Il Papa dice quello che si sente di dover dire come autorità morale della Fede cattolica.. Poi ogni cittadino e ogni parlamentare vota come gli pare nelle sedi istituzionali dove è chiamato ad esprimersi.
Se pensi che i nostri politici di maggioranza si faranno condizionare dal Papa ed emenderanno il testo di quel disegno di legge, beh, dovresti prenderla con loro, non con il Papa, che ripeto fa il suo mestiere.
Dai Paolo sgomberiamo il campo dagli equivoci!Quando il leader del tuo partito dice che i DICO sono un'attentato alla famiglia,di quale famiglia parla?Quella della Chiesa o quella dell'articolo della Costituzione?Tu sai benissimo che Berlusconi si riferisce a quella sacra della Chiesa.Fior di costituzionalisti hanno già affermato,autorevolmente,che la legge DICO non intacca minimamente la famiglia citata nella Costituzione.

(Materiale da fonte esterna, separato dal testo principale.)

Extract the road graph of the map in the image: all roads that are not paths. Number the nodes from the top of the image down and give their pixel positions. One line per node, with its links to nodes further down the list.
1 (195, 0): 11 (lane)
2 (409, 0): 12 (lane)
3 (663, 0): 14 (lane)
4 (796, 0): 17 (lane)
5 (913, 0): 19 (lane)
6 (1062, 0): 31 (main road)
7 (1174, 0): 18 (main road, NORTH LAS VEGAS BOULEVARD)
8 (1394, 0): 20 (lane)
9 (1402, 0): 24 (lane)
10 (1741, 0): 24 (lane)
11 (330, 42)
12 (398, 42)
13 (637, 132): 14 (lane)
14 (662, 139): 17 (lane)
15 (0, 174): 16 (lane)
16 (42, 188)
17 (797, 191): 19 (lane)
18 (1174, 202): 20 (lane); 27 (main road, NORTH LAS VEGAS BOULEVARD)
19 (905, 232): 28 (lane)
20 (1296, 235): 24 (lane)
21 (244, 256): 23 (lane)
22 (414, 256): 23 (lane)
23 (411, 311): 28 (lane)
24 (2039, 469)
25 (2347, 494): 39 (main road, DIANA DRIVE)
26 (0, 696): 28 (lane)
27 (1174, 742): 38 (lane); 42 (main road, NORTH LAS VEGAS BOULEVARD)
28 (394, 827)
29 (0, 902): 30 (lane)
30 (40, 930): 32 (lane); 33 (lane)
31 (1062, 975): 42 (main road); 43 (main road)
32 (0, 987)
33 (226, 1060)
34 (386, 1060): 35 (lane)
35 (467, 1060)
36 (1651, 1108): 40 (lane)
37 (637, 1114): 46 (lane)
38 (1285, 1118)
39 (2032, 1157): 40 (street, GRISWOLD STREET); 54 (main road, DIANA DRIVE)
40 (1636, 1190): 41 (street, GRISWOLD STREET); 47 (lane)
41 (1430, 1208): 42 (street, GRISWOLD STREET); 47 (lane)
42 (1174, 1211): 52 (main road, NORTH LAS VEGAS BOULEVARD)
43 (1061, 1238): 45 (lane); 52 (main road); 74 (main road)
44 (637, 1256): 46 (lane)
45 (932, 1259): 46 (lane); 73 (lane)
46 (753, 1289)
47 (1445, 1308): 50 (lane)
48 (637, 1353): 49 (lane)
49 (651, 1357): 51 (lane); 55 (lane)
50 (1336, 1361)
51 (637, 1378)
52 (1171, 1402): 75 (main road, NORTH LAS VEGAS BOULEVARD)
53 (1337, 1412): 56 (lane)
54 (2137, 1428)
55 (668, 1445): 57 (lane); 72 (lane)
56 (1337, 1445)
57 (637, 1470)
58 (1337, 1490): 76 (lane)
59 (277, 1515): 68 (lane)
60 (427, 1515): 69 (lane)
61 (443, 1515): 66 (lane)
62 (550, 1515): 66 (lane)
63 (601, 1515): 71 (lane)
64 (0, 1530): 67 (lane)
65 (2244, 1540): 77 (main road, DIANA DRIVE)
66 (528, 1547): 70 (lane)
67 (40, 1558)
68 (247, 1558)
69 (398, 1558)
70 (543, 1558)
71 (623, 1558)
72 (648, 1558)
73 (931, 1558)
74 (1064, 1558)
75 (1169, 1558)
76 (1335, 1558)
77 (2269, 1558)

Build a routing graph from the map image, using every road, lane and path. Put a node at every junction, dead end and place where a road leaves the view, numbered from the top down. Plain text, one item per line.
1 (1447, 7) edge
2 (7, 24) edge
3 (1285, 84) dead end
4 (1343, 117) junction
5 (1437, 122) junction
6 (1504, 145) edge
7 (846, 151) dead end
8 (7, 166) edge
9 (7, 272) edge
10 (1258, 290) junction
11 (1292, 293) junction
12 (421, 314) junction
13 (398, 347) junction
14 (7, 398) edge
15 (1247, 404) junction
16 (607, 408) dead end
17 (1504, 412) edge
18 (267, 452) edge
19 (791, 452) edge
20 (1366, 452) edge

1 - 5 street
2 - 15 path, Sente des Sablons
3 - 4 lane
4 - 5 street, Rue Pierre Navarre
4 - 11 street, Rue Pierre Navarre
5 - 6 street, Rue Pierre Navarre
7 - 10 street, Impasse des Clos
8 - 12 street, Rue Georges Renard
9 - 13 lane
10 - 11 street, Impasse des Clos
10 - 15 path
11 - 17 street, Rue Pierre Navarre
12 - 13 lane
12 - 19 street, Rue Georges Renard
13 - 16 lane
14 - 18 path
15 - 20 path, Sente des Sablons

E' proprio qui il busillis,un divorziato è di fatto fuori dal Cattolicesimo,in altri tempi sarebbe stato scomunicato.La Chiesa non tollera chi infrange una legge fondante come quella del matrimonio.Il matrimonio è uno ed uno soltanto per la Chiesa.Berlusconi è di fatto un rinnegato,come lo sono i vari Casini,Calderoli,Bossi e compagnia bella.I politici di sinistra sono anch'essi divorziati,separati,conviventi ma non hanno di questi problemi di...palese ipocrisia.
Su questa cosa non dici nulla?
Quindi,concludendo,quando Berlusconi strizza l'occhio alla chiesa non inganna nessuno.Lo fa per mera convenienza politica.Inganna solo quelli che votano per lui.Quelli che ridono alle sue barzellette.Nella lettera di sua moglie a "La Repubblica",ci sono dei passaggi straordinari,che esulano dal rapporto personale,parole che centrano in maniera inequivocabile il personaggio Berlusconi.